▸ Assignment:
Comb the records below for the string "name" and copy each line where it turns up.

********************

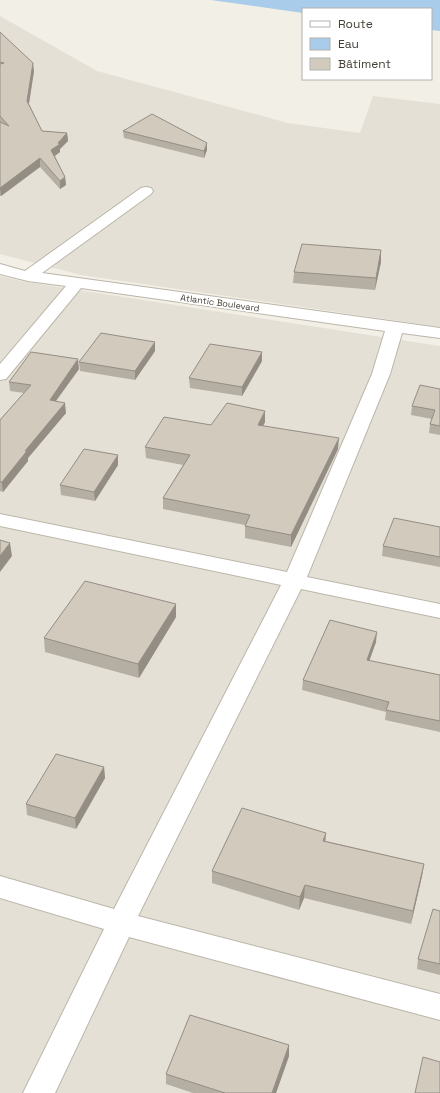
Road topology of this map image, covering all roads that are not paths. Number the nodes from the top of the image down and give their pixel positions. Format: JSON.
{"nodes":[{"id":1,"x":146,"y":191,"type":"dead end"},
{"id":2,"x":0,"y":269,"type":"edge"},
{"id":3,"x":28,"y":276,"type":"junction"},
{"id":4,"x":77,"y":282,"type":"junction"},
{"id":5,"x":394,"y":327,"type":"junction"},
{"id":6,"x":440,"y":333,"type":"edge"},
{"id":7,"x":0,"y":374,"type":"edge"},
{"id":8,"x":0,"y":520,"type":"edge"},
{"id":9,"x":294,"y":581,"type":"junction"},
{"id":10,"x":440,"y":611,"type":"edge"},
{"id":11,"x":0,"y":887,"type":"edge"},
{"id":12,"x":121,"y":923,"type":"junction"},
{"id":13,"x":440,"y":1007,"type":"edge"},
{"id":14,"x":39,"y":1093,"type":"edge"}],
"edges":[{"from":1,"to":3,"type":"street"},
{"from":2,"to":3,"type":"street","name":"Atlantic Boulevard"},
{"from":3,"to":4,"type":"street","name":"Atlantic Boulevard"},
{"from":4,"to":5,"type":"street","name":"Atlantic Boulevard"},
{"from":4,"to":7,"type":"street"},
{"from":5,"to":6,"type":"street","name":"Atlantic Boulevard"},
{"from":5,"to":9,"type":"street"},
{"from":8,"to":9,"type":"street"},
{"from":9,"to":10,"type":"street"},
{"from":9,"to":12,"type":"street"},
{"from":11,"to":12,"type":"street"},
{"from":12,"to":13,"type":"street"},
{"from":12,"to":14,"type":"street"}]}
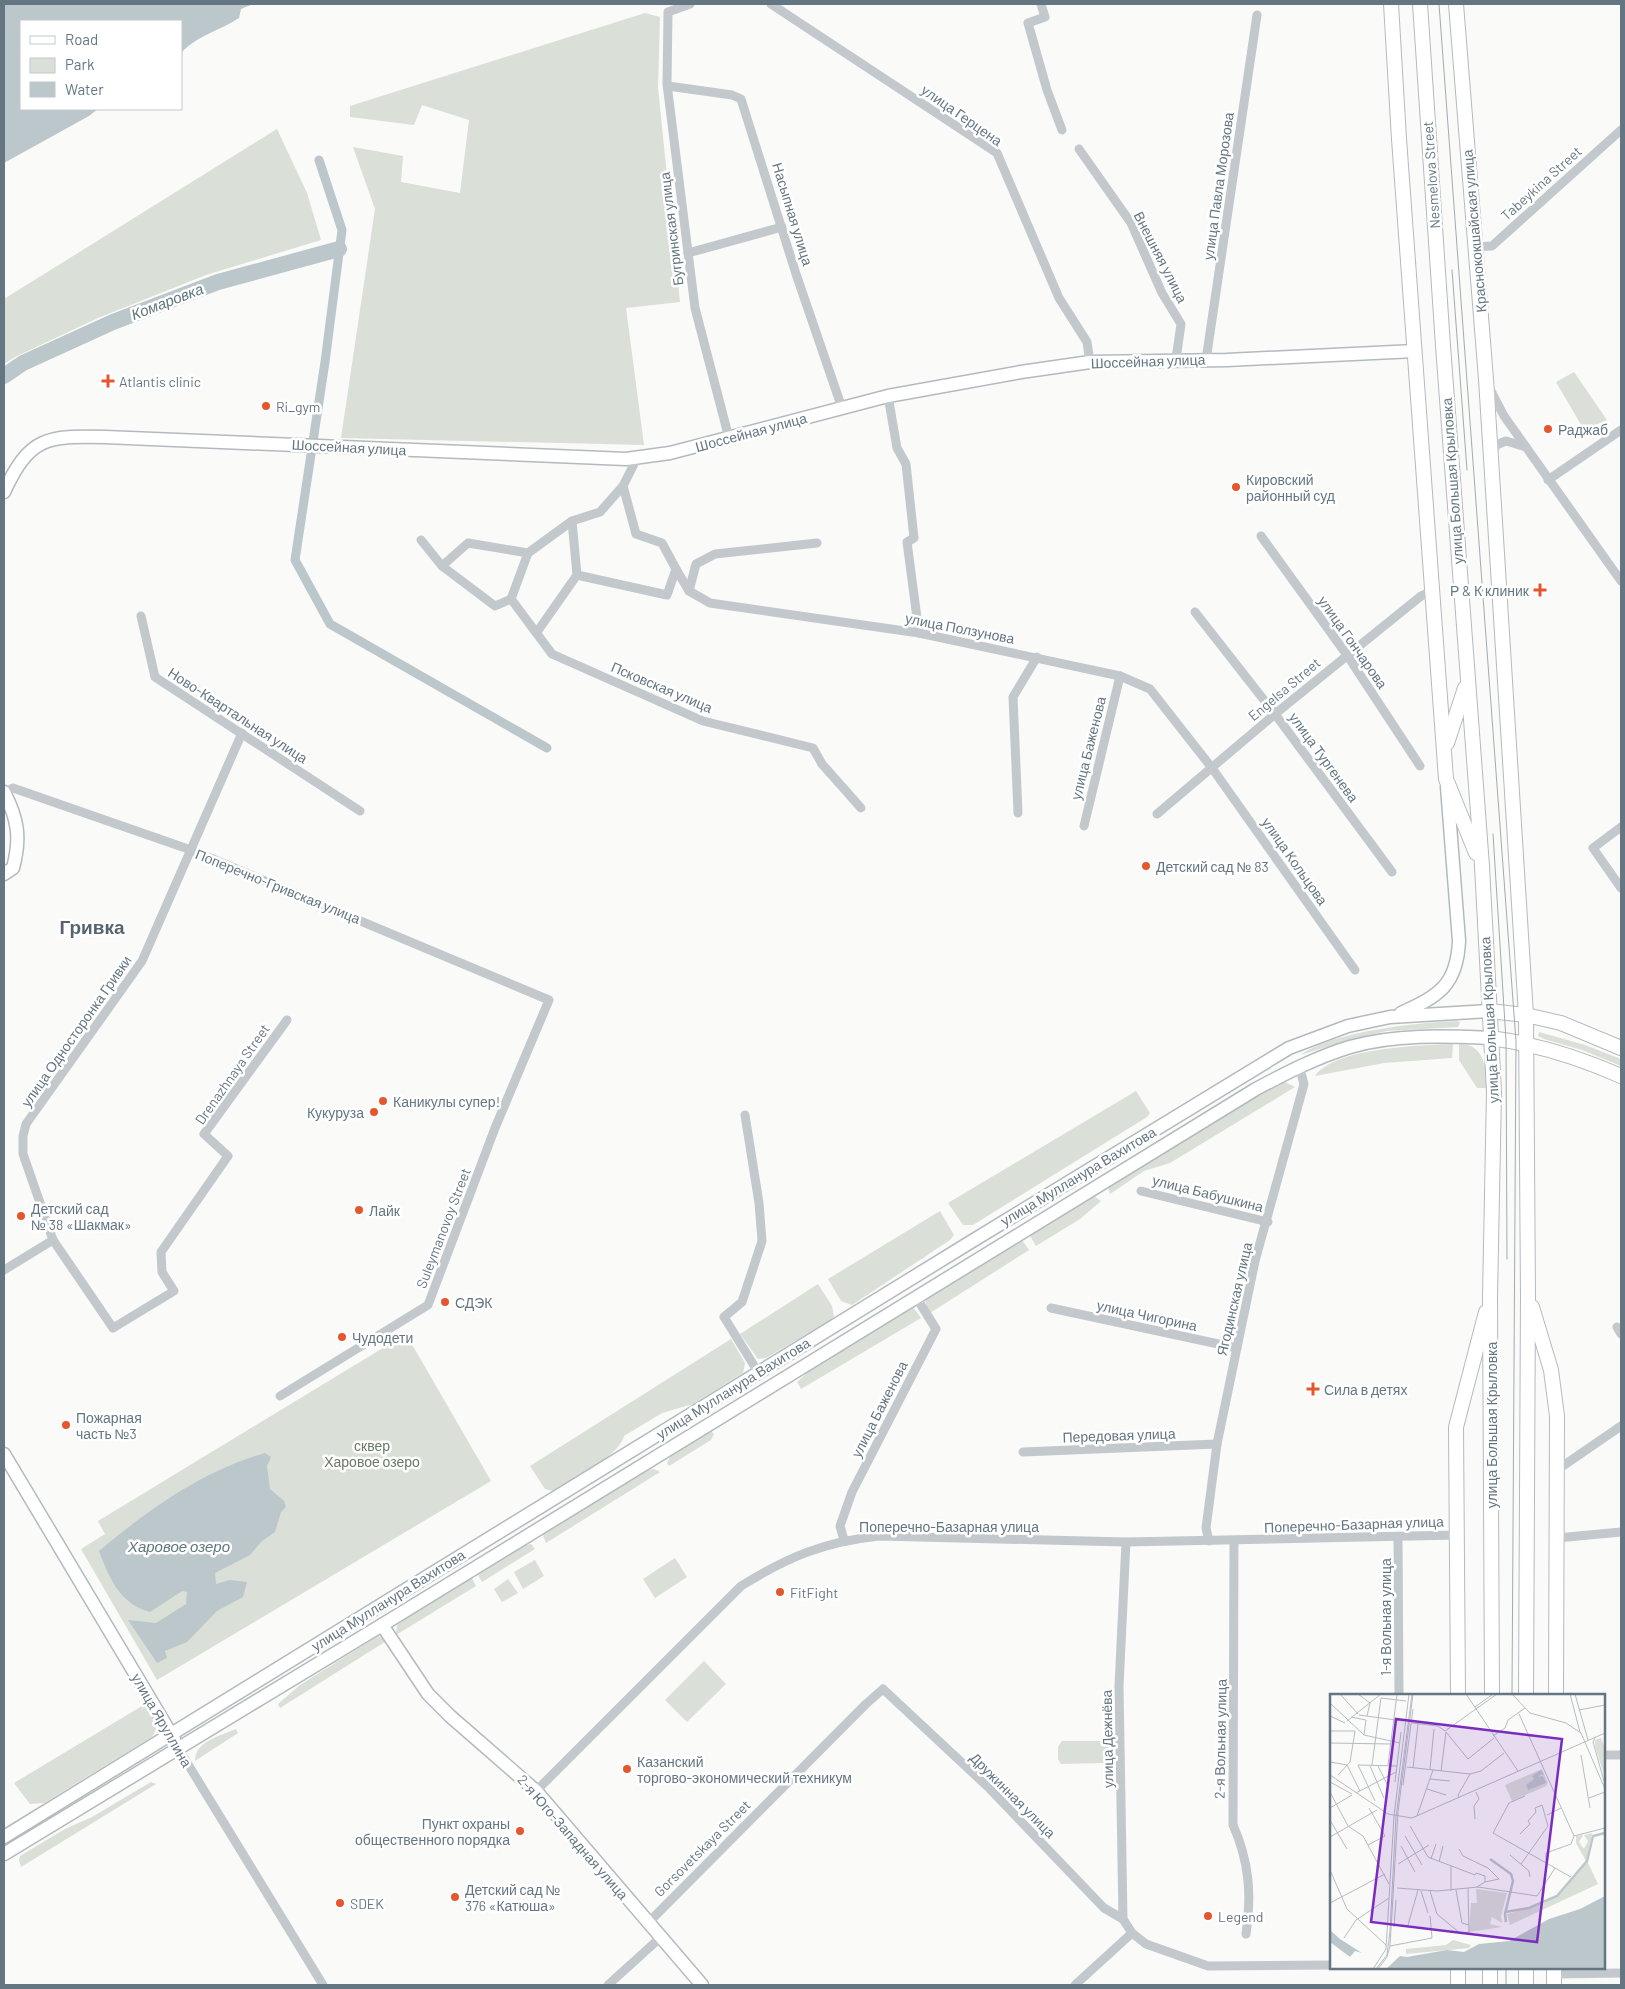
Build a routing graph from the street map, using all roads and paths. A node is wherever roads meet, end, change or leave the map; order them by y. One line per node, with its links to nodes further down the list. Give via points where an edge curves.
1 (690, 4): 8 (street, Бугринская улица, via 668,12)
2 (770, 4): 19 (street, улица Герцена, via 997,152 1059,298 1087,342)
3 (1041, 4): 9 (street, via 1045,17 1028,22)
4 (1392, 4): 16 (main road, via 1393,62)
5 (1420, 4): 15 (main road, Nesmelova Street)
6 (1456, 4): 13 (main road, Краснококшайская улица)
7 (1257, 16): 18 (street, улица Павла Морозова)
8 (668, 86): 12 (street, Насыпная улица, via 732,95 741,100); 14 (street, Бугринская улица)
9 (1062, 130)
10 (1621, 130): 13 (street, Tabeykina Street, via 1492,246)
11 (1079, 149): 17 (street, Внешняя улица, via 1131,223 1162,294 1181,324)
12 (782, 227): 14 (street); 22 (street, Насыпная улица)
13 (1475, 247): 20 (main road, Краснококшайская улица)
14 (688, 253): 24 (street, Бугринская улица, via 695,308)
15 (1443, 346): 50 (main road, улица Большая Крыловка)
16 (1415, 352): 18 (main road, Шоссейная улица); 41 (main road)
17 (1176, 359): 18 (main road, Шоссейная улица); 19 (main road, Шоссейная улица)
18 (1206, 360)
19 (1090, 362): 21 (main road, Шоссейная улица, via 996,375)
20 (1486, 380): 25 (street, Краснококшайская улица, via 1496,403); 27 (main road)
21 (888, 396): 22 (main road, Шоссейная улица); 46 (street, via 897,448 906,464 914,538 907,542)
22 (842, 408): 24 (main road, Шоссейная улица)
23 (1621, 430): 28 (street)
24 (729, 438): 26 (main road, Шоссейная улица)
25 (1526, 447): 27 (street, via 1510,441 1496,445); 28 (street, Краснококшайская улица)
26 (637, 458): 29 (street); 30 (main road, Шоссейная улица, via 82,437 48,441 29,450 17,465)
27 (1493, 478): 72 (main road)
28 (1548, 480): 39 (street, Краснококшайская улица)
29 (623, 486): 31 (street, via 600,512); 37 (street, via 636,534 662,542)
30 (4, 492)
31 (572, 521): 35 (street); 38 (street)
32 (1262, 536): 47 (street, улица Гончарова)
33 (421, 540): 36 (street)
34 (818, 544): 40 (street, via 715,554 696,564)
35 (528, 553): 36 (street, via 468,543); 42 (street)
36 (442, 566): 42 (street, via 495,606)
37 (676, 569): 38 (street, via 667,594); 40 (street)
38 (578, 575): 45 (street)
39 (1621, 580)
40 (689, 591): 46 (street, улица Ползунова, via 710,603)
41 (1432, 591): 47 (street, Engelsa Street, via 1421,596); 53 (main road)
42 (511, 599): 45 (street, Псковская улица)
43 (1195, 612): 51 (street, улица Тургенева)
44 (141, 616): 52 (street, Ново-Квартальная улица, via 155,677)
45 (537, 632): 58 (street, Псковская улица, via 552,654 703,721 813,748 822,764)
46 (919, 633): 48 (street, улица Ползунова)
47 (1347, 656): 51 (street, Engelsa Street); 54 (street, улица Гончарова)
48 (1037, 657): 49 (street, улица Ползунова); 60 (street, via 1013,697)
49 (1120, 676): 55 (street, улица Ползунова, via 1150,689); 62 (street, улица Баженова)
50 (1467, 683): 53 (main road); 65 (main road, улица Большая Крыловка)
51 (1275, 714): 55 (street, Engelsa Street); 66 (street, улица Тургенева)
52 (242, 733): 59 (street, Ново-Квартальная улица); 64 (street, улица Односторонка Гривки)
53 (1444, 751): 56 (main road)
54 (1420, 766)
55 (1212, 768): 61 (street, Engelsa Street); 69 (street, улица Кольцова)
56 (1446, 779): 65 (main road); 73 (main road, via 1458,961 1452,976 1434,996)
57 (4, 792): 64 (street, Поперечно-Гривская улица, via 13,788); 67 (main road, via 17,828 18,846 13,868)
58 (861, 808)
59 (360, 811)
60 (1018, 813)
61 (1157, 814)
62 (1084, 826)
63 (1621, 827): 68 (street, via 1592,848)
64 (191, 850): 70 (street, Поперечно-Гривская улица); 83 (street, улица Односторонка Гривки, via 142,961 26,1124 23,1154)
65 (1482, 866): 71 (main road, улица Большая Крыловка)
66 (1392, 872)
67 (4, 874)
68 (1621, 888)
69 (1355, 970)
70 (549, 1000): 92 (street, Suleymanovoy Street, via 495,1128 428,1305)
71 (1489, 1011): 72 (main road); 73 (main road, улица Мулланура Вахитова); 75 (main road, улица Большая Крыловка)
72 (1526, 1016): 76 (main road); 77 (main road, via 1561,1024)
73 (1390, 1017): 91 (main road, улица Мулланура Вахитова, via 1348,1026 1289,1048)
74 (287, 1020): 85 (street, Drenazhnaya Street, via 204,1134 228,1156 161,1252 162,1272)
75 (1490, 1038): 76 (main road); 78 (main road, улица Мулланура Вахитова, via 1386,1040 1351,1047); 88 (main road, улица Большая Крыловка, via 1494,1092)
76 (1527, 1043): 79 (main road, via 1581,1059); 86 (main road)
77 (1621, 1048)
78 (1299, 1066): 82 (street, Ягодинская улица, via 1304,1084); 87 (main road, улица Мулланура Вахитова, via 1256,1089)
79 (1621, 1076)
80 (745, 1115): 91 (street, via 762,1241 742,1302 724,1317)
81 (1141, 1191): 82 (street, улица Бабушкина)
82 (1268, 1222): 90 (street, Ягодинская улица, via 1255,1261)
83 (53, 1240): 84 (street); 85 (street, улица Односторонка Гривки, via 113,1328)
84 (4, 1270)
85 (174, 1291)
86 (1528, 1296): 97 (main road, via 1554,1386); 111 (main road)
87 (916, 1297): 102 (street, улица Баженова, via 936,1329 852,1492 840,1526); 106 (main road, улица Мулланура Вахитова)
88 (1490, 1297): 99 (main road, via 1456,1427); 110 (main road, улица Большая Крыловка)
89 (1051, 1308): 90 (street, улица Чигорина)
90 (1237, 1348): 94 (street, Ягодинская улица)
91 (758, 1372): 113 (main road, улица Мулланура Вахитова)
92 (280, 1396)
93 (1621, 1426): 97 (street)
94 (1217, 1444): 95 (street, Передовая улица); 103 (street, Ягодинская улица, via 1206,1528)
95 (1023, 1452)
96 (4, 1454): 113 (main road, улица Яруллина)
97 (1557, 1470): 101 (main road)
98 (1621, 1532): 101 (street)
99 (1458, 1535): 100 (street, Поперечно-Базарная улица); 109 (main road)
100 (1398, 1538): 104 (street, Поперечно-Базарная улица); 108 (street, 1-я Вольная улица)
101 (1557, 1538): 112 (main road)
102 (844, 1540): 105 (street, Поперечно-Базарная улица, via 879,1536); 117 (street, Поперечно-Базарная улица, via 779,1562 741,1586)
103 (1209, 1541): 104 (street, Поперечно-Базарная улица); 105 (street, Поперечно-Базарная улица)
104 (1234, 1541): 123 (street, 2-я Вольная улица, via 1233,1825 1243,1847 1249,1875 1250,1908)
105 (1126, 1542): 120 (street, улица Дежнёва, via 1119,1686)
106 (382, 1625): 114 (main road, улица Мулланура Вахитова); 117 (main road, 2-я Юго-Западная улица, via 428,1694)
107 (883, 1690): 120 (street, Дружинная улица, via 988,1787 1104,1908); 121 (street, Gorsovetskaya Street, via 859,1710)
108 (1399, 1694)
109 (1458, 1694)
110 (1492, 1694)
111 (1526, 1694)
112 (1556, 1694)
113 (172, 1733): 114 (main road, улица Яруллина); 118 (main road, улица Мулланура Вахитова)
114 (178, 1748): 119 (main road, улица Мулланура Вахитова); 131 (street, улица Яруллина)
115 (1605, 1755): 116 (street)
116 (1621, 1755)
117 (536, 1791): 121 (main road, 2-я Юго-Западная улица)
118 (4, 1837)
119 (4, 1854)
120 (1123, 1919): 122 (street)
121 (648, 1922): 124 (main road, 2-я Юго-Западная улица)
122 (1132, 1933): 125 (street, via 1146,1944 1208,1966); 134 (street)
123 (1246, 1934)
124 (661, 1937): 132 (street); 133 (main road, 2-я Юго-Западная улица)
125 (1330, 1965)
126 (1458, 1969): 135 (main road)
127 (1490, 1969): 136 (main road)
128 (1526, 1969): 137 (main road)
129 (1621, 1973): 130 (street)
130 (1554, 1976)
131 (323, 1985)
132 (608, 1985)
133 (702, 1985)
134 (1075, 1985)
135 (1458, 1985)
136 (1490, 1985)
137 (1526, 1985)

********************

▸ Task response:
{"from":2,"to":3,"type":"street","name":"Atlantic Boulevard"},
{"from":3,"to":4,"type":"street","name":"Atlantic Boulevard"},
{"from":4,"to":5,"type":"street","name":"Atlantic Boulevard"},
{"from":5,"to":6,"type":"street","name":"Atlantic Boulevard"},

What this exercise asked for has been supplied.